Data_source parameter in Sampler.__init__

(Davide) #1

Hi everyone :slight_smile:
Quick question about the torch.utils.data.Sampler class and the DataLoader.

What is the behaviour of
self.data_source = data_source in the definition of all Samplers?
I have my custom data.Dataset class that needs a very expensive initialisation: does calling
self.data_source = data_source in the __init__ of the sampler init a copy of the dataset?
My custom data.Dataset also has a variable self.dataset_index (instance of pandas.DataFrame) that is pretty much all I would need in to access from the sampler. Does the data_source parameter strictly need to be an instance of data.Datset or anything with a __len__ method?

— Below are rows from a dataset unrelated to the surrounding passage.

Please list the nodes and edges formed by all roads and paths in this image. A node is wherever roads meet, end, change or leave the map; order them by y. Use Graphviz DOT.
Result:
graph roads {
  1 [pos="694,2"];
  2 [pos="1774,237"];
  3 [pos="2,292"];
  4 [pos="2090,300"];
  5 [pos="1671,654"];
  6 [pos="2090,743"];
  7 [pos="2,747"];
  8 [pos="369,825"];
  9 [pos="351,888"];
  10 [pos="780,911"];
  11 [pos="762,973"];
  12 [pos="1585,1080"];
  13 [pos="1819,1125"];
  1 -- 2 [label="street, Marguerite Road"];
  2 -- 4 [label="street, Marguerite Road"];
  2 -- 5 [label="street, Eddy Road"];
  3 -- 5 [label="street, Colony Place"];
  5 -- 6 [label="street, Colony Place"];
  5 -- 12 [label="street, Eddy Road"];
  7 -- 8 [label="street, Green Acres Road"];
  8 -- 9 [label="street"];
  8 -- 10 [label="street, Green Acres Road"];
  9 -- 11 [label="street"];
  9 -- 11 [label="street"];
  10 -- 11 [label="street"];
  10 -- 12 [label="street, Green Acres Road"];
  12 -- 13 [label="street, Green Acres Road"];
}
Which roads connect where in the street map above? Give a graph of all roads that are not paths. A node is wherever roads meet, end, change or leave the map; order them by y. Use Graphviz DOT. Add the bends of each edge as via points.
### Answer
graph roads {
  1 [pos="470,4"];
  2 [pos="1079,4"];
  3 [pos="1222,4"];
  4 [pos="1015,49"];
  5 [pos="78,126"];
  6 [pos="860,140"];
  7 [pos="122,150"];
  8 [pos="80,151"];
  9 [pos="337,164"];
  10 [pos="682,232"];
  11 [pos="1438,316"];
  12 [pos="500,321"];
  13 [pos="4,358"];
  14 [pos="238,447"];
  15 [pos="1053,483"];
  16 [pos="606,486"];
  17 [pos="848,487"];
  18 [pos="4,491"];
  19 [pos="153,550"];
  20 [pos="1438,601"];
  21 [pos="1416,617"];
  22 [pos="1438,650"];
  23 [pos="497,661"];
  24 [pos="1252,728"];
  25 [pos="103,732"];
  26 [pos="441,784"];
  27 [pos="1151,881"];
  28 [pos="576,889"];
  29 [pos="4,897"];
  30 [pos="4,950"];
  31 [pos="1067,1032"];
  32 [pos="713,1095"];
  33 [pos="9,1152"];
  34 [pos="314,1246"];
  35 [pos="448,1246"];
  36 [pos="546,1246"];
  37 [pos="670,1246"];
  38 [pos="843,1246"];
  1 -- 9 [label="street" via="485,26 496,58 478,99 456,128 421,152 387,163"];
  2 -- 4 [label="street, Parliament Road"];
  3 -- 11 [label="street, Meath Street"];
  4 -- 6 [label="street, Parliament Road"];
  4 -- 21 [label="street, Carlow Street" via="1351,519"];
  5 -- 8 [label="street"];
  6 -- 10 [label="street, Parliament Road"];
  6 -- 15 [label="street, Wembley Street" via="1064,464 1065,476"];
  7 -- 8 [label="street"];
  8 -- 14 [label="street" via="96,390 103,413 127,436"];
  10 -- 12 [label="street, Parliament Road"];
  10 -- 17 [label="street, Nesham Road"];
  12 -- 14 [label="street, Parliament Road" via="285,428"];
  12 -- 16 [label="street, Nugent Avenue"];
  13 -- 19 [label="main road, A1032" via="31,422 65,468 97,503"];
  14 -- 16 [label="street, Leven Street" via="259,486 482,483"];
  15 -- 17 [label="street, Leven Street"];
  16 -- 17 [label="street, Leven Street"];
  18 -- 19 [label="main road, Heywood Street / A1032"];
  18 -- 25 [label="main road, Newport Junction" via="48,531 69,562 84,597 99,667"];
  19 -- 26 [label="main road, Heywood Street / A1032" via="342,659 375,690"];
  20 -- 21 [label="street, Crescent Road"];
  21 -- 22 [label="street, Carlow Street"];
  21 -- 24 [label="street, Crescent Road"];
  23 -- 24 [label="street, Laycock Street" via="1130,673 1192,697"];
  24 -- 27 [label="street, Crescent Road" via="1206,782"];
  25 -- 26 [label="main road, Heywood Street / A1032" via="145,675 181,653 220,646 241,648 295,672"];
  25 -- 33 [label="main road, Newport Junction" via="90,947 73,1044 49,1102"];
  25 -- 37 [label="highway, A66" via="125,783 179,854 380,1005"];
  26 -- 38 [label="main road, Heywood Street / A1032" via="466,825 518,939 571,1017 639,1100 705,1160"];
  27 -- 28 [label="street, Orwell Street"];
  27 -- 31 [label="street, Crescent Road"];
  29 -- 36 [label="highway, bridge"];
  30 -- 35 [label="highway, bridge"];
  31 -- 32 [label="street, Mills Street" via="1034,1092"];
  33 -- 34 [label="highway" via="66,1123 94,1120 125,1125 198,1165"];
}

As always thanks in advance!

(Davide) #2

Also found that len(pd.DataFrame) is a single number while pd.DataFrame.__len__() returns the two dimensions and the whole table …

(Olof Harrysson) #3

Hi,

the data_source is referring to a Dataset object. This dataset won’t become reinitialised in the sampler. The sampler simply calls the dataset.len() function so that it knows how many indexes it is supposed to produce.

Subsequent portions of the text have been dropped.